Vincetoxicum oblongum

Scientific classification
- Kingdom: Plantae
- Clade: Embryophytes
- Clade: Tracheophytes
- Clade: Spermatophytes
- Clade: Angiosperms
- Clade: Eudicots
- Clade: Asterids
- Order: Gentianales
- Family: Apocynaceae
- Genus: Vincetoxicum
- Species: V. oblongum
- Binomial name: Vincetoxicum oblongum (N.E.Br.) Meve & Liede
- Synonyms: Oncostemma cuspidatum K.Schum. ; Secamone conostyla S.Moore ; Tylophora anfracta N.E.Br. ; Tylophora cuspidata (K.Schum.) Meve & Omlor, nom. illeg. ; Tylophora liberica N.E.Br. ; Tylophora oblonga N.E.Br. ; Tylophora plagiopetala Schltr. & K.Schum. ;

= Vincetoxicum oblongum =

- Authority: (N.E.Br.) Meve & Liede

Species of flowering plant

Vincetoxicum oblongum is a species of plants in the family Apocynaceae, native from west tropical Africa to south-west Ethiopia.

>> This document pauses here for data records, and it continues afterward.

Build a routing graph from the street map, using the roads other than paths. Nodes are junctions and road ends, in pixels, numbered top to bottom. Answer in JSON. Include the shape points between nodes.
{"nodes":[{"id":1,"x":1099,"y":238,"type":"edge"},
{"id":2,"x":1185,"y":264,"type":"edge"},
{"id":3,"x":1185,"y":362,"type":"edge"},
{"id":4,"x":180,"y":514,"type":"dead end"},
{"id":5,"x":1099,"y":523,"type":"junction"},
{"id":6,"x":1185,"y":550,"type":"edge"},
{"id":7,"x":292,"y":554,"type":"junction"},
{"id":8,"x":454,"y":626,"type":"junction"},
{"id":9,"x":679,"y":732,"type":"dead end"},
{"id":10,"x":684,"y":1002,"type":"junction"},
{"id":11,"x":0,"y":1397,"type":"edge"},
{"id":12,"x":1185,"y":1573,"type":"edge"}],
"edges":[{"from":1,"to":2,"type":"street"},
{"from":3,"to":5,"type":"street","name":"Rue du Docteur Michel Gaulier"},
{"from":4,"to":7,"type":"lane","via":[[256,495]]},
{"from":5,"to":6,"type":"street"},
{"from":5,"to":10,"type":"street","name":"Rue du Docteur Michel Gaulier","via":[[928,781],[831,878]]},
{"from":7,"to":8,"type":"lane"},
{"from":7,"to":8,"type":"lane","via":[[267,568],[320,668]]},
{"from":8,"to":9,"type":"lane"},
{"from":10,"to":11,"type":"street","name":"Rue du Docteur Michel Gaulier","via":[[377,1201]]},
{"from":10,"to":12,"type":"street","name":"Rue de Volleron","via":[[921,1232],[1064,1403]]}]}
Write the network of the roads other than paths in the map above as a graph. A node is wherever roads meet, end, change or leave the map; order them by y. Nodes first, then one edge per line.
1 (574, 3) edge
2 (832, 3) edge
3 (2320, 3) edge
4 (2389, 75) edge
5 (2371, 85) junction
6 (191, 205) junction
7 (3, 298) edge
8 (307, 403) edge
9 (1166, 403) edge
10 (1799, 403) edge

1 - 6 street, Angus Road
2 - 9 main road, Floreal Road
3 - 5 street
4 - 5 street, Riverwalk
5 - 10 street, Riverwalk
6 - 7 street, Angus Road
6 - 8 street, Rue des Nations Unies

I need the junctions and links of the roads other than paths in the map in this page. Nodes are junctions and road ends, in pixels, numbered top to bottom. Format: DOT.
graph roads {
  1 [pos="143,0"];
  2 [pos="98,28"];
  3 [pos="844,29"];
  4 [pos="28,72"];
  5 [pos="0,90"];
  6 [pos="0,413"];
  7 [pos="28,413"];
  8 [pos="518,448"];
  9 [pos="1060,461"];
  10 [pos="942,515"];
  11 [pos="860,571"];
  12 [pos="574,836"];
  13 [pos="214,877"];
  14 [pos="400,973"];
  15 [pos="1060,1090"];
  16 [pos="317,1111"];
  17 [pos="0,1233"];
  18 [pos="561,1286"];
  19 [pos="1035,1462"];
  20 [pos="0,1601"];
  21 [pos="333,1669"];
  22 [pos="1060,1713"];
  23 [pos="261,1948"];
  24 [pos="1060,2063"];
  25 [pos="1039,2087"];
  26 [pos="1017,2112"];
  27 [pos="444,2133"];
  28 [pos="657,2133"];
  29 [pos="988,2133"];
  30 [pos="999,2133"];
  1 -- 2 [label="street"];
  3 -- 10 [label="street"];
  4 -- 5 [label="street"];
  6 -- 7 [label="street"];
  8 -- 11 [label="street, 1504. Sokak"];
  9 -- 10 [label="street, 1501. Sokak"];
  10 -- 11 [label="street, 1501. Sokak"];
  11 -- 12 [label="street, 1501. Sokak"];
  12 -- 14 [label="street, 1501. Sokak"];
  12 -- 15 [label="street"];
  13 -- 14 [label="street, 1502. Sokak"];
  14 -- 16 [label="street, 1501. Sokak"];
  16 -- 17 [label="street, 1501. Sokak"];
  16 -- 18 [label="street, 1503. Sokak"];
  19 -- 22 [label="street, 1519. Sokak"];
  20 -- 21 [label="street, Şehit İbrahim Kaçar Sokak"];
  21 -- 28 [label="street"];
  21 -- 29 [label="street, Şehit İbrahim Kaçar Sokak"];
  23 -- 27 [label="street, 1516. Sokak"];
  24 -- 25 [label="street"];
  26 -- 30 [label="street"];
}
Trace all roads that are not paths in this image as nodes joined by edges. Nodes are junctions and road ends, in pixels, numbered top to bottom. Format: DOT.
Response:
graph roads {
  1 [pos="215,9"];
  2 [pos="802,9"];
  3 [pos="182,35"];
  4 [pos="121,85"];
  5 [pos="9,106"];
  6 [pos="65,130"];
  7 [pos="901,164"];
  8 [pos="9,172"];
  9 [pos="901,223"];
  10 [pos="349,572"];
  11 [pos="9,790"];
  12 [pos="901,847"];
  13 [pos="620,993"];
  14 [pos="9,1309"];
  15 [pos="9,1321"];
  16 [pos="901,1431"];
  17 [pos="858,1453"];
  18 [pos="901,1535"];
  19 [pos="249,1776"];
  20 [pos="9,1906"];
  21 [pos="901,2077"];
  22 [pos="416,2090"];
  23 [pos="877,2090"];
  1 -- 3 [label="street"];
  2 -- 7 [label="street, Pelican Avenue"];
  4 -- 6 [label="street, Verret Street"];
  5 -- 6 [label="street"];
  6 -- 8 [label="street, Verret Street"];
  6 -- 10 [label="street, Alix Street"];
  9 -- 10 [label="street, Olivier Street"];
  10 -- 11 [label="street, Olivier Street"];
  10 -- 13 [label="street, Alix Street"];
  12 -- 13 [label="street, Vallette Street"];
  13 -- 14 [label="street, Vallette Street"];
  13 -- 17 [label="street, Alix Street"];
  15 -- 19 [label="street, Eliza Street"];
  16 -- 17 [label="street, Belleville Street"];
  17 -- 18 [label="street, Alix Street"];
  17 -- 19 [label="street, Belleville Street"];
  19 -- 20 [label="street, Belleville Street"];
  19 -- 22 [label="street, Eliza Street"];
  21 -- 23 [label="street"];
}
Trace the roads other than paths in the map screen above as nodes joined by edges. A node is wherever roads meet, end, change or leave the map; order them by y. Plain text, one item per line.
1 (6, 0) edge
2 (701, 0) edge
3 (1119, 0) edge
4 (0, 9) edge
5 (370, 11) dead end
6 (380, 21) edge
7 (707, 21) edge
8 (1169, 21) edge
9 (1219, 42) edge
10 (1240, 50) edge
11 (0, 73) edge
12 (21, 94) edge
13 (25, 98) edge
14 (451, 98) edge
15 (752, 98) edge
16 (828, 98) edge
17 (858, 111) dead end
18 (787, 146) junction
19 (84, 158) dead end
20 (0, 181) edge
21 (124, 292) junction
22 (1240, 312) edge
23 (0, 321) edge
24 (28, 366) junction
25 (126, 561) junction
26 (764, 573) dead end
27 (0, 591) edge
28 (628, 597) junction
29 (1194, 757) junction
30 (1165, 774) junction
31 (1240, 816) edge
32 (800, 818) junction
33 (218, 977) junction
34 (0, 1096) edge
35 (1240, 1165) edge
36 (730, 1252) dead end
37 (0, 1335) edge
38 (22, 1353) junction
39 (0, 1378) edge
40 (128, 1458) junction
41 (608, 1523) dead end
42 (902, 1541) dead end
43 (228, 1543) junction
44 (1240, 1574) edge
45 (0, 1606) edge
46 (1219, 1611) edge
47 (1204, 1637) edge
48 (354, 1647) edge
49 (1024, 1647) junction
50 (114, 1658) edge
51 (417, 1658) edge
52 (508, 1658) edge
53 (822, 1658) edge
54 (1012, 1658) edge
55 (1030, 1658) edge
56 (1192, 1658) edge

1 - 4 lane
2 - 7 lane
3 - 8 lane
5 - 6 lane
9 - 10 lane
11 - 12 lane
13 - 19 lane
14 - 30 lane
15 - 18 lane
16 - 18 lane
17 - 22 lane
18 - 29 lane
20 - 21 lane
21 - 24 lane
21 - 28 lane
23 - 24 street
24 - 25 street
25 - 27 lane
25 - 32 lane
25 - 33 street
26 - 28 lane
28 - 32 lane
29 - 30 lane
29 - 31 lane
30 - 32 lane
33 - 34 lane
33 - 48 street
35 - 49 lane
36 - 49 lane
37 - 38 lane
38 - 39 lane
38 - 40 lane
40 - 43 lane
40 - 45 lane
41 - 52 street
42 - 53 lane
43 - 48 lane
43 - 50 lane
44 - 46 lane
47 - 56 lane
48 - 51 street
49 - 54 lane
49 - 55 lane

Its synonyms include Oncostemma cuspidatum, at one time placed as the only species in the genus Oncostemma.

==Distribution==
Vincetoxicum oblongum is native to tropical Africa: Benin, Burkina Faso, Cameroon, Ethiopia, Gabon, Guinea, the Gulf of Guinea Islands, Ivory Coast, Liberia and Nigeria.